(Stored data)
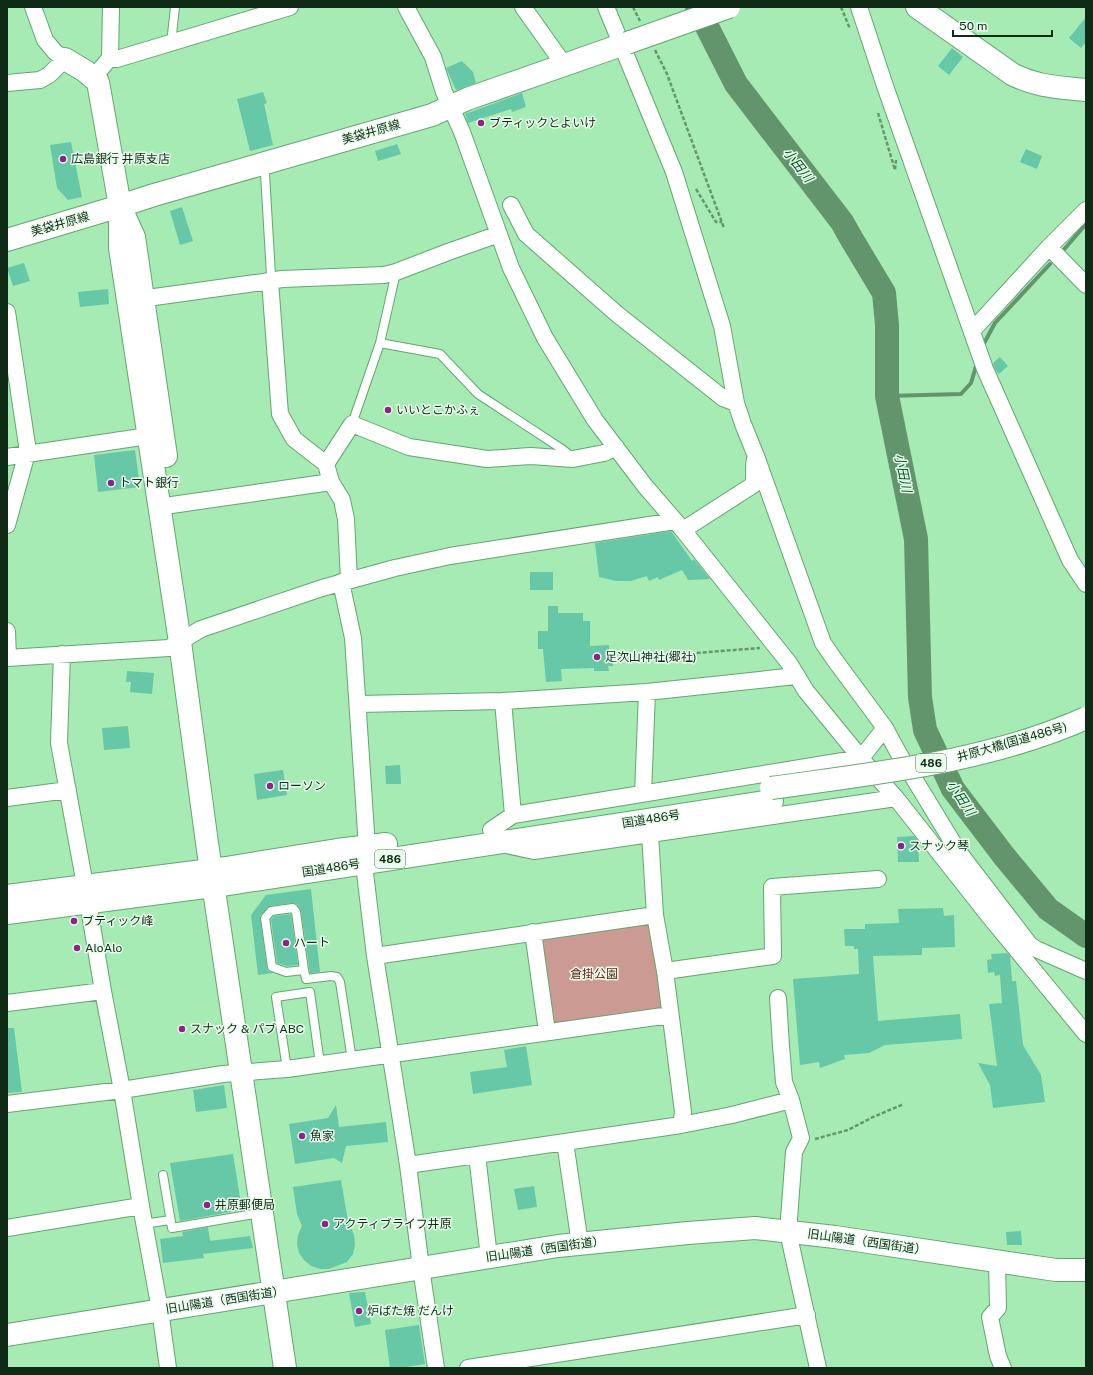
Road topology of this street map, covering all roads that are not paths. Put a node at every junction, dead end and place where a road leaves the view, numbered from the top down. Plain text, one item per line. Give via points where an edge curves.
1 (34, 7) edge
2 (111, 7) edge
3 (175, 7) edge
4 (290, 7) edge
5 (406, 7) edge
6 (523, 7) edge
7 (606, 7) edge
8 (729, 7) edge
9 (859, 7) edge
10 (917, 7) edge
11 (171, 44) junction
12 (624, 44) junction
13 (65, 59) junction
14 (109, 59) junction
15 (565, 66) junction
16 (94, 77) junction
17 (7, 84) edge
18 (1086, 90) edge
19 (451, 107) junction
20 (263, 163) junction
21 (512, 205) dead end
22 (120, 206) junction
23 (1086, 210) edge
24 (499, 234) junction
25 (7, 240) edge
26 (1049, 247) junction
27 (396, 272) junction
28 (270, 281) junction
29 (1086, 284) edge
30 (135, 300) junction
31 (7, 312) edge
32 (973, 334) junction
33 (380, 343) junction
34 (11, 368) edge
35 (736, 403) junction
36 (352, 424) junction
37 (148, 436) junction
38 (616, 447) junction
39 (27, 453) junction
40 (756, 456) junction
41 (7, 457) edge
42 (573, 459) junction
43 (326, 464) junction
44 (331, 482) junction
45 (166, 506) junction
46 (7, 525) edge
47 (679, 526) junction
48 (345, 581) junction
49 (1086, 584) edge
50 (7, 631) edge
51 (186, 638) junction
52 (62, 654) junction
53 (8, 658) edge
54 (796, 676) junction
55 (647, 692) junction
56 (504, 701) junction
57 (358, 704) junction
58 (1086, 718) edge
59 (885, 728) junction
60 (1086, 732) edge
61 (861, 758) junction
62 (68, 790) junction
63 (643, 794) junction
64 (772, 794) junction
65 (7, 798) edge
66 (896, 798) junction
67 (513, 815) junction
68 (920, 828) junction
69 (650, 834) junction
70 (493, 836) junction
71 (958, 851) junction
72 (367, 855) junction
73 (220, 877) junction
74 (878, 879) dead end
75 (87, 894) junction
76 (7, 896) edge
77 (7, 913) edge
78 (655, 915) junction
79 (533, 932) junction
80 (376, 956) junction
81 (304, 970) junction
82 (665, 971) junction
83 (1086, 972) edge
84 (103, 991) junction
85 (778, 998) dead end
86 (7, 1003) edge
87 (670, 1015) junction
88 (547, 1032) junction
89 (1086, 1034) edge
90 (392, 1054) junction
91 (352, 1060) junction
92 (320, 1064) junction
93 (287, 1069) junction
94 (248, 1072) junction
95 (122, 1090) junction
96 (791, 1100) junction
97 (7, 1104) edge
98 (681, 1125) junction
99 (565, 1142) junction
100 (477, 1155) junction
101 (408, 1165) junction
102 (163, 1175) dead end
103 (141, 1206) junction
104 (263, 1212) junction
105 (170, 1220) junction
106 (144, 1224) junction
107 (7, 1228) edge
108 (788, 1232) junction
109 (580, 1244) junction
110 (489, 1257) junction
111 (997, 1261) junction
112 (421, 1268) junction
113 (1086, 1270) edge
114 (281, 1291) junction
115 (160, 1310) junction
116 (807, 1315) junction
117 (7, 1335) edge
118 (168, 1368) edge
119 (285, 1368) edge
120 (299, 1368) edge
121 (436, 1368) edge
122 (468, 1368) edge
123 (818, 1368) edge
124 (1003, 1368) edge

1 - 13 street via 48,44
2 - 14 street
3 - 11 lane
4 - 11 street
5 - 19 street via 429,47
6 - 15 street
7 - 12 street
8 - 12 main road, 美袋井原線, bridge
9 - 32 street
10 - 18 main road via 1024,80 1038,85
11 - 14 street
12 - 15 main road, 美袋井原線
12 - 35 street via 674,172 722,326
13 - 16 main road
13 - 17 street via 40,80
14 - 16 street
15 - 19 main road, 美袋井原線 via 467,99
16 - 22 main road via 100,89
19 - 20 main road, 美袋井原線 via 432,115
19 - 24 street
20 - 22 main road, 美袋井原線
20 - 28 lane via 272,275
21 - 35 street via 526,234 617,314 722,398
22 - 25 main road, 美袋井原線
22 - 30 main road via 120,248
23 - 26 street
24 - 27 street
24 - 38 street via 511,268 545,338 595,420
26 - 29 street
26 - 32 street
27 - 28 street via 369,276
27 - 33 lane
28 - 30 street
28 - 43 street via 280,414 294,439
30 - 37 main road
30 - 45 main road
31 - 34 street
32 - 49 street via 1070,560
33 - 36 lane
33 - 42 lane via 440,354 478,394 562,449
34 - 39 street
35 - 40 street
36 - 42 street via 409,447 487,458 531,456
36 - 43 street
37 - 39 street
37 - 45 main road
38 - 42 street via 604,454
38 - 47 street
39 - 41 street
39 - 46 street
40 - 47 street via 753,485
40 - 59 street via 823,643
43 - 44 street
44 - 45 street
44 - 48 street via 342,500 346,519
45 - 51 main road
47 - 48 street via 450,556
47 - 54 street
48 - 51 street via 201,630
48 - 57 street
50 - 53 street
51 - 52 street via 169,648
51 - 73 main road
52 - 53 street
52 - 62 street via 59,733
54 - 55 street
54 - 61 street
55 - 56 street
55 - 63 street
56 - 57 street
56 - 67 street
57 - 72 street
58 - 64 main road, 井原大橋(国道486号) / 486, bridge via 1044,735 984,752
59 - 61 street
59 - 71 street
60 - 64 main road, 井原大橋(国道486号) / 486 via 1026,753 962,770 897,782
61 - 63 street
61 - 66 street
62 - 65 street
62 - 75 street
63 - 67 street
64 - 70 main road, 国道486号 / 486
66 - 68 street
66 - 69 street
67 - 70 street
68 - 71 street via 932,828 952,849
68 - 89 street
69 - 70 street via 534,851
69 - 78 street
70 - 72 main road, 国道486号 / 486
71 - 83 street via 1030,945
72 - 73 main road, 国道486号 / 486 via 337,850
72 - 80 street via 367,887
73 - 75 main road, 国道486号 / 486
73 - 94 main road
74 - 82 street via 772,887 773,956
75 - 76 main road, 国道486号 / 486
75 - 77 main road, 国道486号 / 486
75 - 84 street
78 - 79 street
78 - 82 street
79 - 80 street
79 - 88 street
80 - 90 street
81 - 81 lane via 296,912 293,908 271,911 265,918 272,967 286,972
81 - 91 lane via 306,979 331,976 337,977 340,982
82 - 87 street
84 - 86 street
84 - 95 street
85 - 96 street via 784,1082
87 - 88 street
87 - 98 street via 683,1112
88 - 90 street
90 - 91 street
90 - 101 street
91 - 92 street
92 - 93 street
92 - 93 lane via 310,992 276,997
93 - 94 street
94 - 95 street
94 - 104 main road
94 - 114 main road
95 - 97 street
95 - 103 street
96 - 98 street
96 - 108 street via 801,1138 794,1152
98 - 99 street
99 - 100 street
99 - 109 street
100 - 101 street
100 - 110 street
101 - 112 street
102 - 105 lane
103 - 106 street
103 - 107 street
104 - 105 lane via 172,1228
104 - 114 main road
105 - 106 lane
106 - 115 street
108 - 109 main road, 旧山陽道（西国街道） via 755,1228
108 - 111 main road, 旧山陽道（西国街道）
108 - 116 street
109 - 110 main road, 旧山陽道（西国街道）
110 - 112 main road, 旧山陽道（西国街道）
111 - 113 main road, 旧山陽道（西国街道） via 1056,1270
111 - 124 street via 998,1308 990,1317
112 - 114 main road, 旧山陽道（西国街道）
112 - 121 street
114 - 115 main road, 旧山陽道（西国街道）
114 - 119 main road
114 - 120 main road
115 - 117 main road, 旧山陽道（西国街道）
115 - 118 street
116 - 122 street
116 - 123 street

#### Action item
In the entries above, identify every line with the string "美袋井原線".

#### Written solution
8 - 12 main road, 美袋井原線, bridge
12 - 15 main road, 美袋井原線
15 - 19 main road, 美袋井原線 via 467,99
19 - 20 main road, 美袋井原線 via 432,115
20 - 22 main road, 美袋井原線
22 - 25 main road, 美袋井原線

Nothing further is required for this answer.